Renters By Choice Lead Urban Return

Changing preferences for senior renters were discussed at the National Association of Real Estate Editors.

Image by Tim Guow via

Once upon a time, apartments were the housing option of last choice for many people who couldn’t afford a home. Now, they have become the leading option for those owners who are tired of a big, empty house in the suburbs.

That’s the gist of a 30-minute presentation by architect James Hill, associate vice president of Houston-based Kirksey Architecture, who told a collection of real estate writers gathered in Las Vegas yesterday that older people are trading in quantity over quality, where living experience is concerned.

“After World War II, everything went out into the suburbs,” Hill said at the National Association of Real Estate Editors conference. “But after they went out about 30 miles or so, people started to question their decisions. Now, they’re moving back in again.”

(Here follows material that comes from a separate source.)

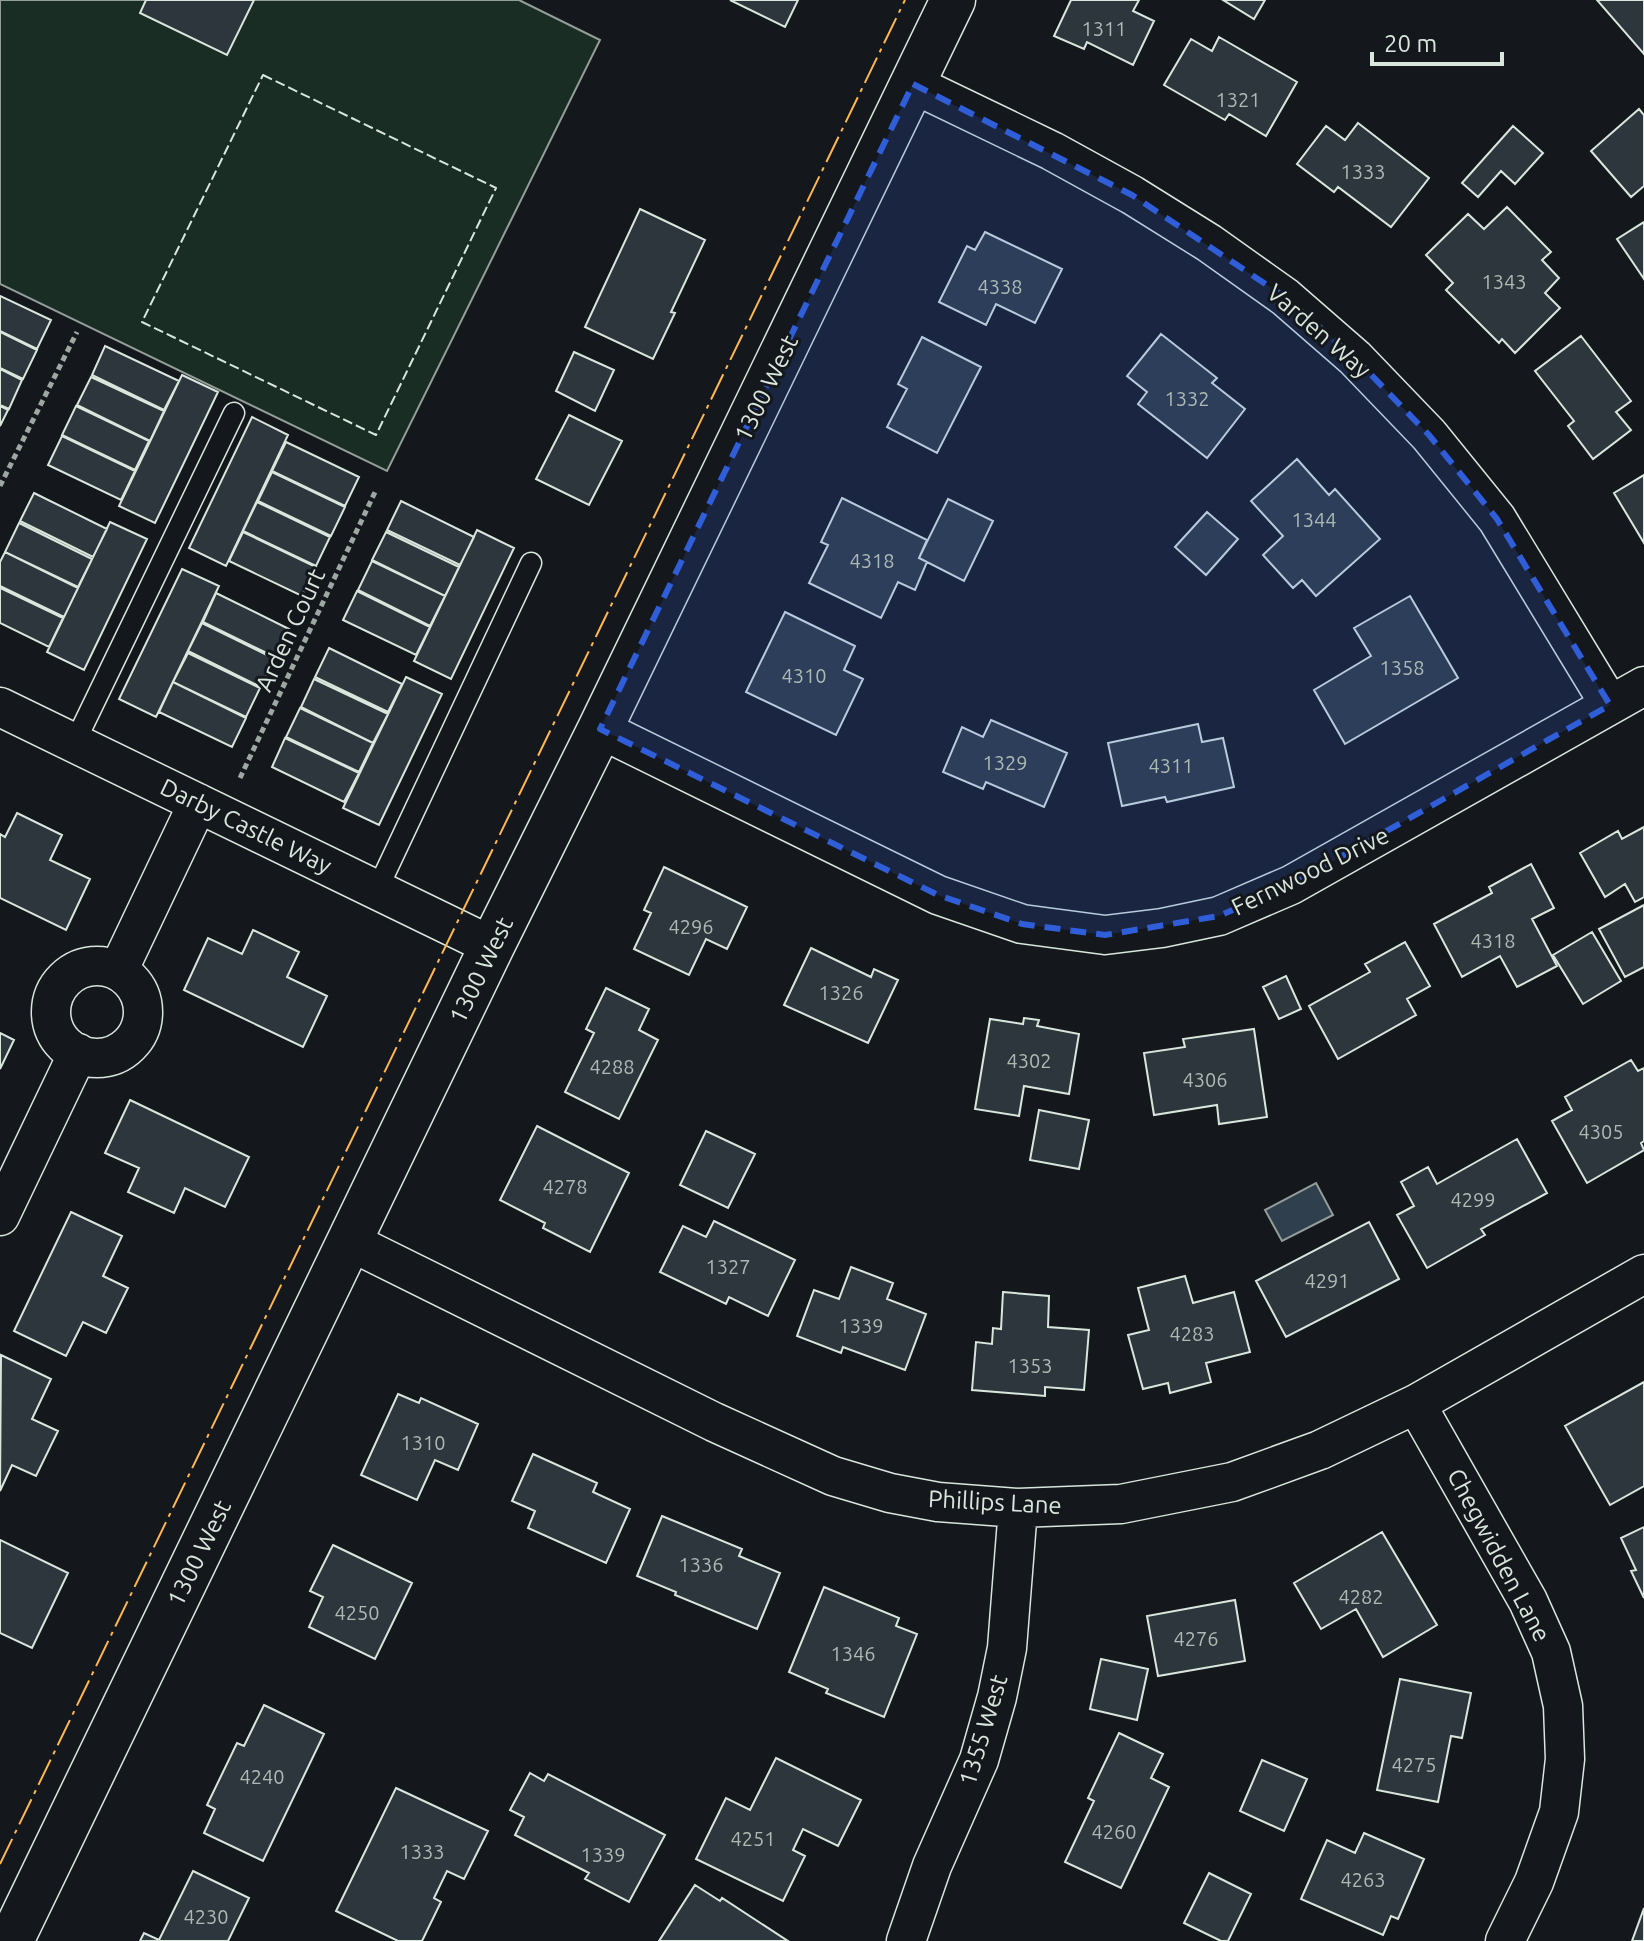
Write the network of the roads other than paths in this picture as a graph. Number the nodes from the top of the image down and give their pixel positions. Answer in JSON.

The movement, said the firm’s associate vice president, who also is a certified planner, is powered by seniors. “Ten thousand people turn 65 years old everyday and will continue to do so for the next seven or eight years,” he said.

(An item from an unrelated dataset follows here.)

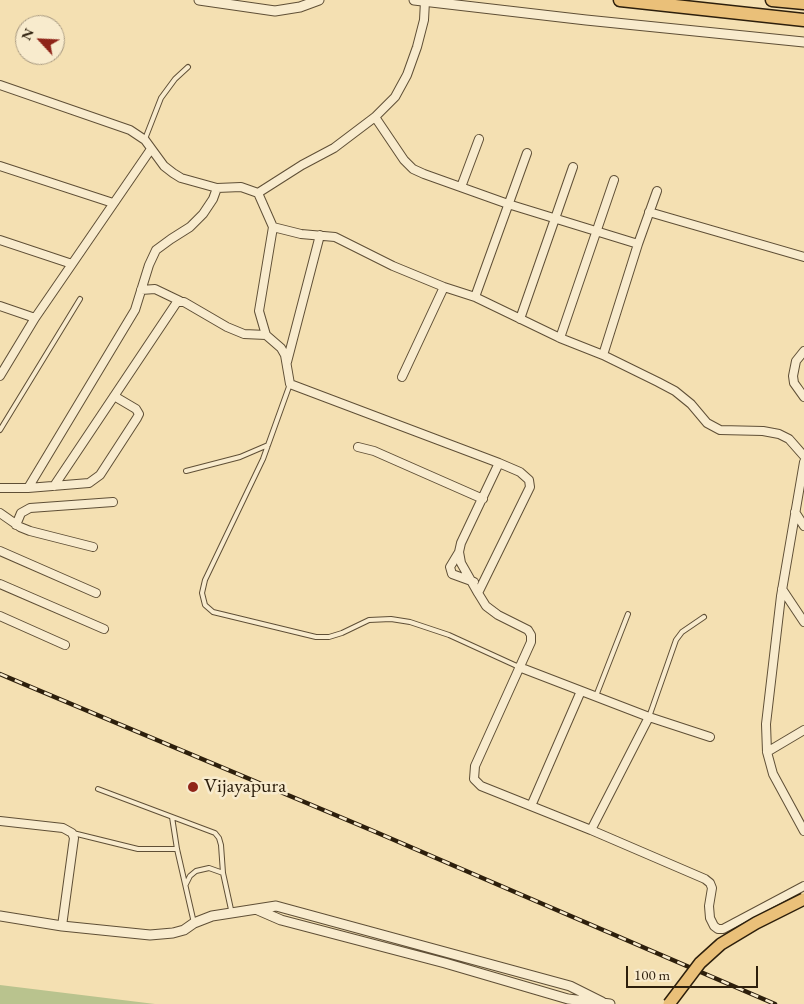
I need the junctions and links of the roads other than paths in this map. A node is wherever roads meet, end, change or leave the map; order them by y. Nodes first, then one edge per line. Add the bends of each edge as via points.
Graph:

But the next oldest group—active adults age 55-65—are also fueling the resurgence back to the city, or at least to the inner suburbs. “They are basically empty nesters,” Hill said – renters by choice who are turning in their lawn mowers, tool boxes and paint brushes for targeted amenities and services.

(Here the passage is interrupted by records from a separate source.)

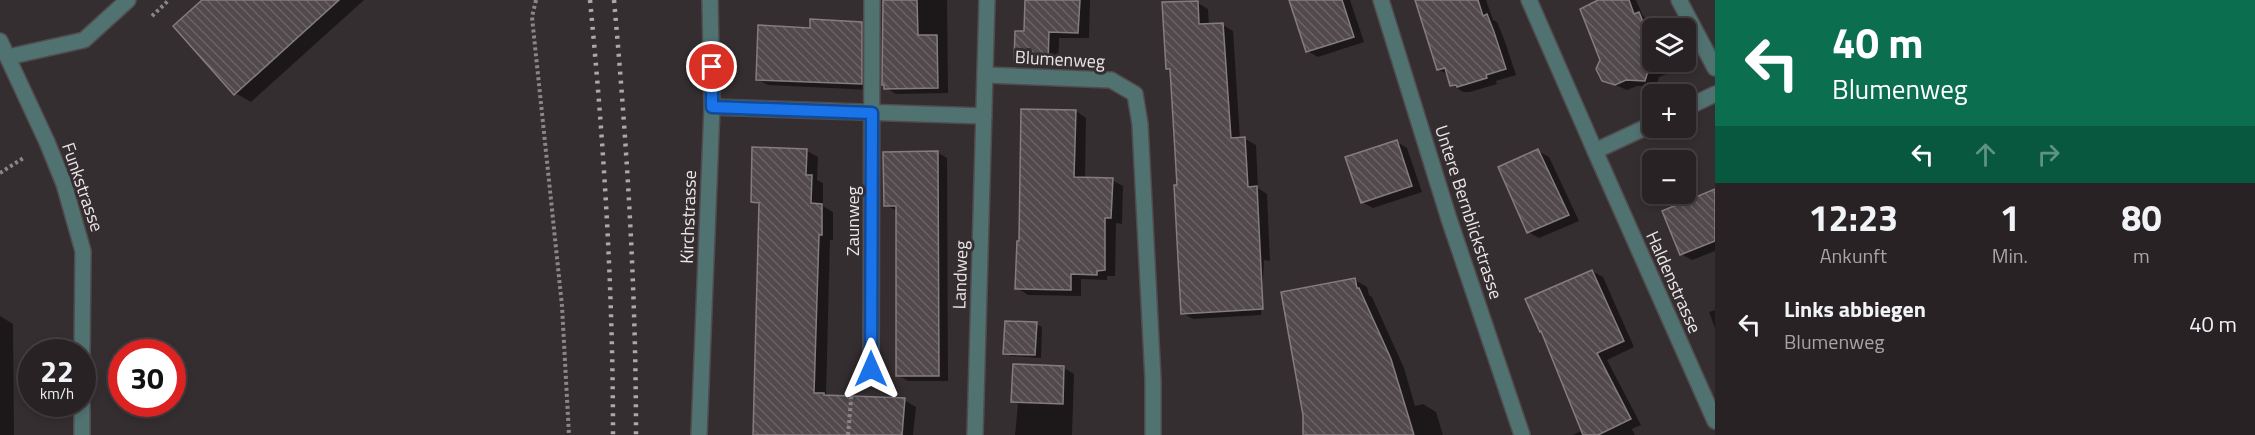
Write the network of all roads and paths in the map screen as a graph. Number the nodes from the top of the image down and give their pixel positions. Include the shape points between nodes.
1 (128, 0) edge
2 (170, 0) edge
3 (536, 0) edge
4 (710, 0) edge
5 (872, 0) edge
6 (987, 0) edge
7 (1381, 0) edge
8 (1529, 0) edge
9 (1679, 0) edge
10 (152, 16) dead end
11 (0, 41) edge
12 (8, 57) junction
13 (1715, 68) edge
14 (986, 75) junction
15 (1715, 94) edge
16 (1696, 103) edge
17 (712, 107) junction
18 (872, 113) junction
19 (984, 116) junction
20 (1642, 129) edge
21 (1595, 151) junction
22 (82, 339) edge
23 (871, 369) joint
24 (82, 417) edge
25 (1715, 422) edge
26 (82, 435) edge
27 (569, 435) edge
28 (699, 435) edge
29 (848, 435) edge
30 (975, 435) edge
31 (1153, 435) edge
32 (1522, 435) edge

1 - 12 street via 84,40
2 - 10 path
3 - 27 path via 532,18 562,306
4 - 17 street, Kirchstrasse
5 - 18 street, Zaunweg
6 - 14 street
7 - 32 street, Untere Bernblickstrasse
8 - 21 street
9 - 13 street
11 - 12 street, Funkstrasse
12 - 22 street, Funkstrasse via 64,184 83,251
14 - 19 street
14 - 31 street, Blumenweg via 1111,80 1135,94 1140,124
15 - 16 street
17 - 18 street
17 - 28 street, Kirchstrasse
18 - 19 street
18 - 23 street, Zaunweg
19 - 30 street, Landweg
20 - 21 street
21 - 25 street, Haldenstrasse
23 - 29 path via 852,386
24 - 26 street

Trends in development and demand

James Hill speaks at the National Association of Real Estate Editors Conference. Image by Lew Sichelman

All this has spawned what the architect described as “new housing typologies,” such as four or five-story wood-frame multi-family buildings with either wrap-around parking or below ground concrete garages. And oh yeah, they are loaded with amenities. Although many developers still prefer the classical apartment look, more often that not, today’s structures are more contemporary in design. “A little more edgy,” as Hill described them.

Still, no matter the architectural design, the buildings almost always follow a hospitality-focused blue print, with salons, theaters, co-working spaces, fitness centers, pet spas and the like. In one project that  Kirksey designed, three different dining choices were offered on the top floor.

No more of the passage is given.